Thank you! Makes me wonder how the generic kernel entered my system,
then, but not enough to investigate! I'll just remove the generics...

As for upgrade vs fresh install I never managed one successful upgrade
(OK, maybe I tried just twice ;-) ) so I prefer the fresh install.
Though I've broken a bone or two by leaving all the config files on my
home partition and then installing on the root partition. WOW, can it
break things...

I've tried upgrading Ubuntu from one version to the next, and pretty much had no
success. So with Ubuntu, I prefer a fresh install.

Debian's been no problem at all with upgrades. Even successfully changed from
stable to sid once simply by changing my repositories.

Upgraded Sid on my desktop machine today, 440+ upgraded packages, and it works
flawlessly.


... with more than a little help from that team of a dozen or so guardian angels behind the scenes in aptosid, managing that small repository of fixes and apt hold-backs, and making sure their kernel is ready for use so your life is easier ... the way it should be. But your upgrade to sid wasn't with them I guess.
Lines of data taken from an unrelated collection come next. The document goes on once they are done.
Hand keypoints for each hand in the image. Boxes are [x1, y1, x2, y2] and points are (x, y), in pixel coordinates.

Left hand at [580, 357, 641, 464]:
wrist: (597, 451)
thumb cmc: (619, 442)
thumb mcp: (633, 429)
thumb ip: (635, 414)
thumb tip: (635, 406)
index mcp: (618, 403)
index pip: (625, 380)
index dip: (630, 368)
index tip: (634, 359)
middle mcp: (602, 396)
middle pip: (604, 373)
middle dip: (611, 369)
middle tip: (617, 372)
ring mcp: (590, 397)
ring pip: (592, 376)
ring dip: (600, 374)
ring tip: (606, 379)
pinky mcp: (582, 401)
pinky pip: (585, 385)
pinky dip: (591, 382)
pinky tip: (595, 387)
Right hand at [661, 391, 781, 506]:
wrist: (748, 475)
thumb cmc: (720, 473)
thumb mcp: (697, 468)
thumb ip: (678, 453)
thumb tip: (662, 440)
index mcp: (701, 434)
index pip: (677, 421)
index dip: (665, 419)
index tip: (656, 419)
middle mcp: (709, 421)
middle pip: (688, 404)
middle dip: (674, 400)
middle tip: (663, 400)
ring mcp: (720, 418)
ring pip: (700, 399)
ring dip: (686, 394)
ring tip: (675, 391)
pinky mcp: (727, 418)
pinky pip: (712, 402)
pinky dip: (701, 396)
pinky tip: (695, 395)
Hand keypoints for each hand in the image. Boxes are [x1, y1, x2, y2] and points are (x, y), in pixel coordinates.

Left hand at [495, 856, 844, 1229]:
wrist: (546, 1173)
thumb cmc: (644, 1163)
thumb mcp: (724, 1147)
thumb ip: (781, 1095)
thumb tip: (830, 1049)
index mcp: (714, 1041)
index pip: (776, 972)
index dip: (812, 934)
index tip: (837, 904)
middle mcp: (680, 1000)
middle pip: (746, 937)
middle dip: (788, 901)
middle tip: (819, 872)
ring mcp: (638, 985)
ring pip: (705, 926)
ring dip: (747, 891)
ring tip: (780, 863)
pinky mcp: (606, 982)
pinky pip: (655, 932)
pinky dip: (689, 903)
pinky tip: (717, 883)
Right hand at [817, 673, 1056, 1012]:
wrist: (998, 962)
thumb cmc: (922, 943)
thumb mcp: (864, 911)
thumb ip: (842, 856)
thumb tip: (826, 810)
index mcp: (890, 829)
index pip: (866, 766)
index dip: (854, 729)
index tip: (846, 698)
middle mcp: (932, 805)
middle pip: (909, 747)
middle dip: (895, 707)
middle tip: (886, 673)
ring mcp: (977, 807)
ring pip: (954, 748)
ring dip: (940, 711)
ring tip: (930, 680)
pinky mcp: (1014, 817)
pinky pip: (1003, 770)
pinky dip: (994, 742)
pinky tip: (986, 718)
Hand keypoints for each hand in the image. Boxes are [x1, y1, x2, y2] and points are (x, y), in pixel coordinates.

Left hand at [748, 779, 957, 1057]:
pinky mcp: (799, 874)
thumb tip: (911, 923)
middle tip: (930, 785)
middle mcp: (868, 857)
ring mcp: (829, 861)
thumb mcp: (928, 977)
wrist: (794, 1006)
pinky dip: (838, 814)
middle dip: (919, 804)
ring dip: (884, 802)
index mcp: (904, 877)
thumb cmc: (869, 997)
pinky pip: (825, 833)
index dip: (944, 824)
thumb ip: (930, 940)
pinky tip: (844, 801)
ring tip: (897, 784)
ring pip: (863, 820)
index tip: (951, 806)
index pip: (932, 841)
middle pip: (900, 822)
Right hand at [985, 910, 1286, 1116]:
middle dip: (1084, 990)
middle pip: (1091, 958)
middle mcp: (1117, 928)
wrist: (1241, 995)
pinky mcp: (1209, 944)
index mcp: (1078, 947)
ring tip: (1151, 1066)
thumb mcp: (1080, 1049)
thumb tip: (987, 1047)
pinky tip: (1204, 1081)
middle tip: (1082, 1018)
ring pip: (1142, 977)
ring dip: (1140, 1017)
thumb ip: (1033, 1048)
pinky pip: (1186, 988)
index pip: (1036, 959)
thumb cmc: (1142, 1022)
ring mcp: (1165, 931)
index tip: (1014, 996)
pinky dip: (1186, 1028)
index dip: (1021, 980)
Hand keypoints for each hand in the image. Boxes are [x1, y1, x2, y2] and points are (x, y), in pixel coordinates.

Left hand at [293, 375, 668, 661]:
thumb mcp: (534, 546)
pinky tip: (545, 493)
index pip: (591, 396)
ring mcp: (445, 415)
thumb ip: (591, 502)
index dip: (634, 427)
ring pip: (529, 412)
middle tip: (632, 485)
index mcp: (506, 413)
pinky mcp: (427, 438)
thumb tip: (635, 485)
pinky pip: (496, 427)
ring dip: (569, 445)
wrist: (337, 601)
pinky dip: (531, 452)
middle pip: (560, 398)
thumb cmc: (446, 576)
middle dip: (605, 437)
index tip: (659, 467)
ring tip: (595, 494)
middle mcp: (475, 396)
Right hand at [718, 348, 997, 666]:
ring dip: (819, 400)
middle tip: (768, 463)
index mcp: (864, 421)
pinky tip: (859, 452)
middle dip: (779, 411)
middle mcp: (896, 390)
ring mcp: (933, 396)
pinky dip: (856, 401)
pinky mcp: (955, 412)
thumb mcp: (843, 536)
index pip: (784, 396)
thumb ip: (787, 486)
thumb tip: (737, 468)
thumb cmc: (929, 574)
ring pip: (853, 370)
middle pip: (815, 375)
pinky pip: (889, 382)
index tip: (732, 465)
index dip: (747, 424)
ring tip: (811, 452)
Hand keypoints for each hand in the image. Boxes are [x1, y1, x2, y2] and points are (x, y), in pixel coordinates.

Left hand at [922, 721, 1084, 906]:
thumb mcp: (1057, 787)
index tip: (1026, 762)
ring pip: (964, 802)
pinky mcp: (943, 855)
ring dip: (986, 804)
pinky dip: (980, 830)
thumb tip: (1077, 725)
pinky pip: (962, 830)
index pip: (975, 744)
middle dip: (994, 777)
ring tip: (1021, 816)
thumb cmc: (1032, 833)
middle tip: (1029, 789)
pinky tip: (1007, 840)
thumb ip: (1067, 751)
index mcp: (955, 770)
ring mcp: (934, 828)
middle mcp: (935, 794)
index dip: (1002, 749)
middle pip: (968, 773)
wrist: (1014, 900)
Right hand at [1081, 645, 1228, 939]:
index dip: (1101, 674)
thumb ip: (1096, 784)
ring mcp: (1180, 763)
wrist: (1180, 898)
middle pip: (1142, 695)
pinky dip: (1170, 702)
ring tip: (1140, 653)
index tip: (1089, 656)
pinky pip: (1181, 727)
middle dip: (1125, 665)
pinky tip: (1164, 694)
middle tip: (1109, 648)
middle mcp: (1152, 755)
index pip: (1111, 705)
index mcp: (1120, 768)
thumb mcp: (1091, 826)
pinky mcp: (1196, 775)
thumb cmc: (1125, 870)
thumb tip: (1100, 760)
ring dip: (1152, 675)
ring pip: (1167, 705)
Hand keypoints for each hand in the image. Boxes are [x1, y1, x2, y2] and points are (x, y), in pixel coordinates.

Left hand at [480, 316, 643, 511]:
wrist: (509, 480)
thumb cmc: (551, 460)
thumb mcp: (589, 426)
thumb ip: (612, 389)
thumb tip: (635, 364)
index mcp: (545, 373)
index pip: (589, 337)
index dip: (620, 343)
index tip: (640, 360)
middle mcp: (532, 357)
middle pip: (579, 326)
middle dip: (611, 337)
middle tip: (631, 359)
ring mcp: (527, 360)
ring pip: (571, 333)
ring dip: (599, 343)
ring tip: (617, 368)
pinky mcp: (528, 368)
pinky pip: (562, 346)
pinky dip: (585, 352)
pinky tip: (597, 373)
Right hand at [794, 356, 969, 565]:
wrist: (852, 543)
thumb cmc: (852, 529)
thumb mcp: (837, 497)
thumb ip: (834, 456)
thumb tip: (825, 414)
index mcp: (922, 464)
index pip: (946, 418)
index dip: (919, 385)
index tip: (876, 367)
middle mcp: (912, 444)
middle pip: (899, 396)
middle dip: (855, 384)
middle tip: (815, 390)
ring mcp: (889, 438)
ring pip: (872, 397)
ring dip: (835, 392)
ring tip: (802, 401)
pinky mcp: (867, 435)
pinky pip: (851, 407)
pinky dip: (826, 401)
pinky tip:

I certainly hope they continue this work, I have been using their system since they did this work at kannotix 7 years ago, when etch was sid. I had naively made some choices of hardware that I didn't realise were bold (to put it mildly) for linux and theirs was the only installer that could boot it. A very big learning curve on that project, but I got there. I can confirm they do a very good job.